(What the task requires): Check every line of the records below for the string "Kuran" and copy the ones that have it.

(Saved data entries):
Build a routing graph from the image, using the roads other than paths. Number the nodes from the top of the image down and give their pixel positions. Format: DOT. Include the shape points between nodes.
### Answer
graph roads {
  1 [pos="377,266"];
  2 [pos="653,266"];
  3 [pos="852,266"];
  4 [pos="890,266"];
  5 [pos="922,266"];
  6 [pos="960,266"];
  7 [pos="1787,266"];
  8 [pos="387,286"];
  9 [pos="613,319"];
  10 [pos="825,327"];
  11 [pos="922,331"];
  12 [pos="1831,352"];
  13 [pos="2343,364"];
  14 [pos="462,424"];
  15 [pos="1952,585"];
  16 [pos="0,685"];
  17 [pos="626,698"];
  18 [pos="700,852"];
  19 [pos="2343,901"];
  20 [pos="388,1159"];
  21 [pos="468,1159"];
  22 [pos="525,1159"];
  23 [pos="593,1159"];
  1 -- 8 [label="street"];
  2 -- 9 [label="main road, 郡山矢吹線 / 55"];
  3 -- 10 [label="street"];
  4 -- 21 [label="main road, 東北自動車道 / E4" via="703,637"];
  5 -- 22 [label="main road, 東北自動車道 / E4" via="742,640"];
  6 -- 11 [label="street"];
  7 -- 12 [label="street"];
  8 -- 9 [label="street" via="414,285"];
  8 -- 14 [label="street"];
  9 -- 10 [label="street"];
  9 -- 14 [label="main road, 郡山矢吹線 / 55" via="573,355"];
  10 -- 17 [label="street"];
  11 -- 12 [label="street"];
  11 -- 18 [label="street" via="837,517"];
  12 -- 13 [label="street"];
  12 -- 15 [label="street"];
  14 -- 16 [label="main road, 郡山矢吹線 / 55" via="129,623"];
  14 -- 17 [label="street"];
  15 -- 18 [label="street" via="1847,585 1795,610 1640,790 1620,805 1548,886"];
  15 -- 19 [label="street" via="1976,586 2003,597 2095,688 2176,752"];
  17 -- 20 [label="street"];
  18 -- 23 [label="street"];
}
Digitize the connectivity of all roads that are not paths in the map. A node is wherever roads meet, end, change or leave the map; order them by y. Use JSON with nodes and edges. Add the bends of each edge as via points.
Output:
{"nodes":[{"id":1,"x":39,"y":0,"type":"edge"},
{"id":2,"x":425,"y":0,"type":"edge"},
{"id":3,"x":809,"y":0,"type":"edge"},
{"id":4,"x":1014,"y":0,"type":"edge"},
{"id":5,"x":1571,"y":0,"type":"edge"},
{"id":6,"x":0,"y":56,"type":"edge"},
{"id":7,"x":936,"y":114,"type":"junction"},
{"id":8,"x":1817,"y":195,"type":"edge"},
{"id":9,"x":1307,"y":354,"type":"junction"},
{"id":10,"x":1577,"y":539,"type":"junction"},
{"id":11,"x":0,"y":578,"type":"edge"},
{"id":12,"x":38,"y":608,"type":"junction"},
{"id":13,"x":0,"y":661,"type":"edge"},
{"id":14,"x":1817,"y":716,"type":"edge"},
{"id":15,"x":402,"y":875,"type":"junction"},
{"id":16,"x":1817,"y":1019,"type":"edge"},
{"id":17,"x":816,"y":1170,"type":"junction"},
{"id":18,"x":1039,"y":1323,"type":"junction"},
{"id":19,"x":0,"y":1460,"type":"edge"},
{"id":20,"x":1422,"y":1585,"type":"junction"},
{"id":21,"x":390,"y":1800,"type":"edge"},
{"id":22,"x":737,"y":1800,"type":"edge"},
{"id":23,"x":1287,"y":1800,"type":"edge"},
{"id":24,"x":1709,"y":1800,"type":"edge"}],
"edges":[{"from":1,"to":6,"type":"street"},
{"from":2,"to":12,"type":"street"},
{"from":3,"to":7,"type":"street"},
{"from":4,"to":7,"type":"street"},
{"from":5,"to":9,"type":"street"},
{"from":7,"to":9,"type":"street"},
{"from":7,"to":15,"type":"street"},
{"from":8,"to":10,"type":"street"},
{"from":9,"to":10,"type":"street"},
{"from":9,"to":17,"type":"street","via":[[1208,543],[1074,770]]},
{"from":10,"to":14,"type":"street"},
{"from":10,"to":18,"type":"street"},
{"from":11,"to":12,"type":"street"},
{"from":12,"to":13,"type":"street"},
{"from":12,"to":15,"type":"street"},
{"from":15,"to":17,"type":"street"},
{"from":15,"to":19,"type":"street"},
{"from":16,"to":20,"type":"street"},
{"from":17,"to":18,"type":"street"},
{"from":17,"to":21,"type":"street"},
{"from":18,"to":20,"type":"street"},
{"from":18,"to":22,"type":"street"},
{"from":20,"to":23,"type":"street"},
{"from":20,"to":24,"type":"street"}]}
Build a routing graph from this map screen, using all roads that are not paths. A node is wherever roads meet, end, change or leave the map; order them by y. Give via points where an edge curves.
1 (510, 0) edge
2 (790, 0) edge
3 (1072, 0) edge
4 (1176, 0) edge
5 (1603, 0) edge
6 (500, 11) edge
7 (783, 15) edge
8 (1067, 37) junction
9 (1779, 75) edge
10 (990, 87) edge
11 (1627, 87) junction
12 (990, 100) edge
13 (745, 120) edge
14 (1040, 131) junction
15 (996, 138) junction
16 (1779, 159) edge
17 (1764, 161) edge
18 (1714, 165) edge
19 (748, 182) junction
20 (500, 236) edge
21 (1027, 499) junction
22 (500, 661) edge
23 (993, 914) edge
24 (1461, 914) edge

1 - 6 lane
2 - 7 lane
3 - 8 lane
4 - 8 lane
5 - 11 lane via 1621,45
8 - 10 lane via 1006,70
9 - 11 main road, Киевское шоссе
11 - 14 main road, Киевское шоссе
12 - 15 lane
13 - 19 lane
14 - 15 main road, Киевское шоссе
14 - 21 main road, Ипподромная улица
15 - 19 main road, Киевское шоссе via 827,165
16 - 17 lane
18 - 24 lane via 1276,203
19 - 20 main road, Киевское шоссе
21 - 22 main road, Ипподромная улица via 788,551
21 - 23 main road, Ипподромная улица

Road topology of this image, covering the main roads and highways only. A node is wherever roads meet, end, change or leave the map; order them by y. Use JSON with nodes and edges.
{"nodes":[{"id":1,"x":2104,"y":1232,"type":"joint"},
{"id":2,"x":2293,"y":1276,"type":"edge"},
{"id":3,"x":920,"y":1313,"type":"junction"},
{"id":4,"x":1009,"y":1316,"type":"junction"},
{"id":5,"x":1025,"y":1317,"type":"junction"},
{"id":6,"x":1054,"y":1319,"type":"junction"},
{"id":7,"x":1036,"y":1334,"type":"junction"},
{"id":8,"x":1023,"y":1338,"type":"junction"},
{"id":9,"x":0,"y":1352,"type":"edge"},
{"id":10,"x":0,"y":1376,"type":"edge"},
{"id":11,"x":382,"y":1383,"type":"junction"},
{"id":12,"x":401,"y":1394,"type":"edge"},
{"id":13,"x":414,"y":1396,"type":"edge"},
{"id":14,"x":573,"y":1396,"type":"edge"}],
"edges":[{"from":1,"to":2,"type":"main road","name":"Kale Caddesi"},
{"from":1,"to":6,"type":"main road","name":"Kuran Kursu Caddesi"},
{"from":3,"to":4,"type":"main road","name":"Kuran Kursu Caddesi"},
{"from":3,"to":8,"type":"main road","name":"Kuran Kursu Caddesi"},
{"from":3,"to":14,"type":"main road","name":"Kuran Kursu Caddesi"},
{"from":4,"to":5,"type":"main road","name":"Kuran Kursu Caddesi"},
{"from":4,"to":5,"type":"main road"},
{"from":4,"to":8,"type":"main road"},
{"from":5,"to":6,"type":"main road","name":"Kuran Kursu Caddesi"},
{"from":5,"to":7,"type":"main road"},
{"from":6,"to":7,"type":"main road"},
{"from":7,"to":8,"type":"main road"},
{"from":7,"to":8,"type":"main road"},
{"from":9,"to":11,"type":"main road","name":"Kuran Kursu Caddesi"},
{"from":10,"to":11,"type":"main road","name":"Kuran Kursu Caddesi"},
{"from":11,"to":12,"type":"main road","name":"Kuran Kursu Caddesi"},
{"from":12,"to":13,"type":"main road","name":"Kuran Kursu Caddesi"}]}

(Written response):
{"from":1,"to":6,"type":"main road","name":"Kuran Kursu Caddesi"},
{"from":3,"to":4,"type":"main road","name":"Kuran Kursu Caddesi"},
{"from":3,"to":8,"type":"main road","name":"Kuran Kursu Caddesi"},
{"from":3,"to":14,"type":"main road","name":"Kuran Kursu Caddesi"},
{"from":4,"to":5,"type":"main road","name":"Kuran Kursu Caddesi"},
{"from":5,"to":6,"type":"main road","name":"Kuran Kursu Caddesi"},
{"from":9,"to":11,"type":"main road","name":"Kuran Kursu Caddesi"},
{"from":10,"to":11,"type":"main road","name":"Kuran Kursu Caddesi"},
{"from":11,"to":12,"type":"main road","name":"Kuran Kursu Caddesi"},
{"from":12,"to":13,"type":"main road","name":"Kuran Kursu Caddesi"}]}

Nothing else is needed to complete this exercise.